By Ruiqi Chen
BottlesUp!, a Chicago wine shop, organized a networking and wine tasting event for women last week to discuss strategies for combating pay inequity and managing their finances, two of the biggest challenges that stand in the way of professional success for many women.
Melissa Zeman, the owner of the Lakeview East store, said she hosted the event and brought in Kristin Summers, an advisor with financial services company Ameriprise Financial, to give a presentation on what women can do to improve their financial situations. Around 40 women attended.
Zeman said she was passionate about “girl power” and supporting other women long before she opened BottlesUp! in the fall of 2019. The many woman-produced wines and liquors in her store were labeled with the female symbol, and she served snacks from woman-owned businesses.
BottlesUp! has hosted events before, but this was the first one dedicated to women. Zeman said she came up with the idea because she wanted the event to give women the opportunity to make connections, taste good wines and talk about the unique financial challenges that women face, such as the income gap and salary negotiations.

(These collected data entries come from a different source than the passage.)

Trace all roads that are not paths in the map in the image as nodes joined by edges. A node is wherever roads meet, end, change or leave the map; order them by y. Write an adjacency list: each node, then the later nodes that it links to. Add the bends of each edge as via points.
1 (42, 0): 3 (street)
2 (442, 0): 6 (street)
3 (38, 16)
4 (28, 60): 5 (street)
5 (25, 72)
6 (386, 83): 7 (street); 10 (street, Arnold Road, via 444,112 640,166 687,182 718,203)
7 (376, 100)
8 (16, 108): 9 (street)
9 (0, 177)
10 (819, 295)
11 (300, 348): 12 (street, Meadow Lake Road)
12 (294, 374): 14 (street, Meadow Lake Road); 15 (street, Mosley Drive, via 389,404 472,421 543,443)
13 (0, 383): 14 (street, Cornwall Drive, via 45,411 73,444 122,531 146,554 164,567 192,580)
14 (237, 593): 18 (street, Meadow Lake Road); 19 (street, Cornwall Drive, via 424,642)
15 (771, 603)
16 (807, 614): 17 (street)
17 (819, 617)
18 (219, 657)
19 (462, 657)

“There have been a lot of studies on how women are not as comfortable asking for a raise,” Zeman said. “Or they’re not as demanding when it comes to their careers.” She said that providing a space to have conversations about these topics could encourage women to begin combating these issues in their own lives.
Books such as Facebook executive Sheryl Sandberg’s “Lean In” have supported the theory that women are paid less because they are less likely to ask for raises or new opportunities. But a 2018 study in Industrial Relations, an academic journal about economy and society, found that women and men asked for raises equally often, but requests by women weren’t accepted as often as those by men.

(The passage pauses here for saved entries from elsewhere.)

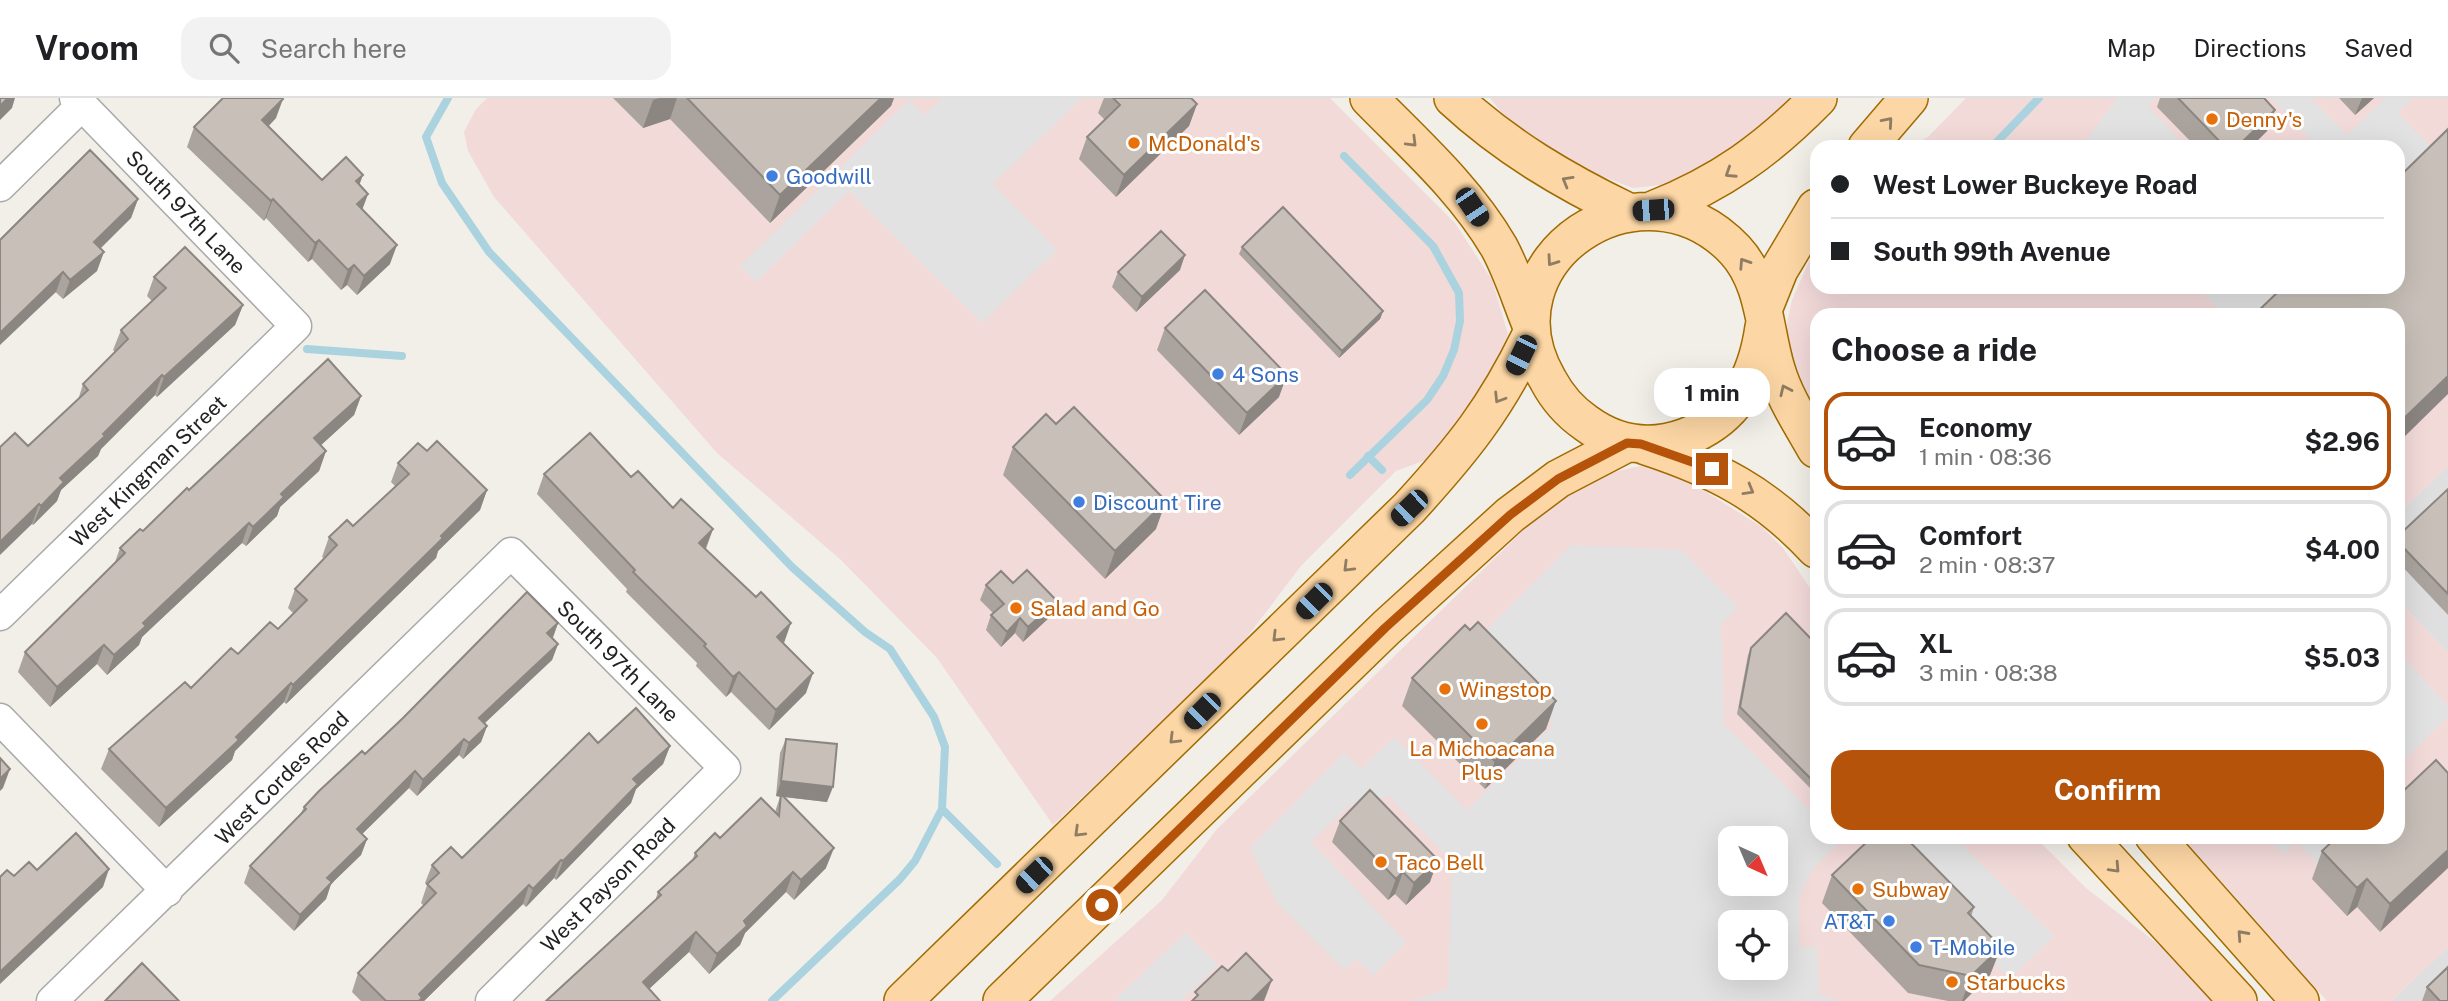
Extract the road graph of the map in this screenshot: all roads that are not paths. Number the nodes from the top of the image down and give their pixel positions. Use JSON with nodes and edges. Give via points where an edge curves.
{"nodes":[{"id":1,"x":1369,"y":98,"type":"edge"},
{"id":2,"x":1453,"y":98,"type":"edge"},
{"id":3,"x":1818,"y":98,"type":"edge"},
{"id":4,"x":1909,"y":98,"type":"edge"},
{"id":5,"x":79,"y":102,"type":"edge"},
{"id":6,"x":1873,"y":140,"type":"edge"},
{"id":7,"x":0,"y":186,"type":"edge"},
{"id":8,"x":1641,"y":211,"type":"junction"},
{"id":9,"x":1810,"y":218,"type":"edge"},
{"id":10,"x":1764,"y":318,"type":"junction"},
{"id":11,"x":296,"y":326,"type":"joint"},
{"id":12,"x":1530,"y":329,"type":"junction"},
{"id":13,"x":1810,"y":437,"type":"edge"},
{"id":14,"x":1634,"y":444,"type":"junction"},
{"id":15,"x":1810,"y":543,"type":"edge"},
{"id":16,"x":511,"y":553,"type":"joint"},
{"id":17,"x":0,"y":615,"type":"edge"},
{"id":18,"x":0,"y":719,"type":"edge"},
{"id":19,"x":725,"y":768,"type":"joint"},
{"id":20,"x":2093,"y":844,"type":"edge"},
{"id":21,"x":2161,"y":844,"type":"edge"},
{"id":22,"x":167,"y":891,"type":"junction"},
{"id":23,"x":52,"y":1001,"type":"edge"},
{"id":24,"x":491,"y":1001,"type":"edge"},
{"id":25,"x":903,"y":1001,"type":"edge"},
{"id":26,"x":1002,"y":1001,"type":"edge"},
{"id":27,"x":2238,"y":1001,"type":"edge"},
{"id":28,"x":2300,"y":1001,"type":"edge"}],
"edges":[{"from":1,"to":12,"type":"main road","one_way":true,"via":[[1472,207],[1500,250]]},
{"from":8,"to":2,"type":"main road","one_way":true,"via":[[1584,191],[1525,156]]},
{"from":3,"to":8,"type":"main road","one_way":true,"via":[[1784,132],[1729,174]]},
{"from":6,"to":4,"type":"main road","one_way":true},
{"from":5,"to":7,"type":"street"},
{"from":5,"to":11,"type":"street","name":"South 97th Lane"},
{"from":10,"to":8,"type":"main road","one_way":true,"via":[[1754,279],[1721,237],[1684,216]]},
{"from":8,"to":12,"type":"main road","one_way":true,"via":[[1606,218],[1568,242],[1541,278]]},
{"from":9,"to":10,"type":"main road","via":[[1779,270]]},
{"from":13,"to":10,"type":"main road","one_way":true,"via":[[1777,372]]},
{"from":10,"to":14,"type":"main road","via":[[1760,358],[1748,387],[1728,412],[1702,431],[1673,442]]},
{"from":11,"to":17,"type":"street","name":"West Kingman Street"},
{"from":12,"to":14,"type":"main road","via":[[1537,362],[1566,405],[1603,435]]},
{"from":12,"to":25,"type":"main road","one_way":true,"via":[[1503,391],[1481,425],[1409,508]]},
{"from":14,"to":15,"type":"main road","one_way":true,"via":[[1712,469],[1758,495]]},
{"from":14,"to":26,"type":"main road","via":[[1558,479],[1510,515],[1385,628]]},
{"from":16,"to":19,"type":"street","name":"South 97th Lane"},
{"from":16,"to":22,"type":"street","name":"West Cordes Road"},
{"from":18,"to":22,"type":"street"},
{"from":19,"to":24,"type":"street","name":"West Payson Road"},
{"from":20,"to":27,"type":"main road","one_way":true},
{"from":28,"to":21,"type":"main road","one_way":true},
{"from":22,"to":23,"type":"street","name":"West Cordes Road"}]}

“We face social differences quite honestly,” Summers said before her presentation, which touched on how to combat pay inequity, the types of insurance women should buy and how to plan for retirement with or without a spouse.
Rachel Fryan, a software developer, said she appreciated the opportunity to focus on finance.
“These events are always great just to get people talking,” Fryan said. “Even just creating a safe space to ask these questions, it’s beneficial in just that alone.” The wine and camaraderie also helped, she added.
Zeman said she wanted future events to explore topics beyond finance, including women’s healthcare. More importantly, she hoped her store could be a space for women to talk openly about anything.
“I want it to become a recurring event where women can just show up and meet other women,” Zeman said. “Make new friends, make new business connections and taste awesome wines.”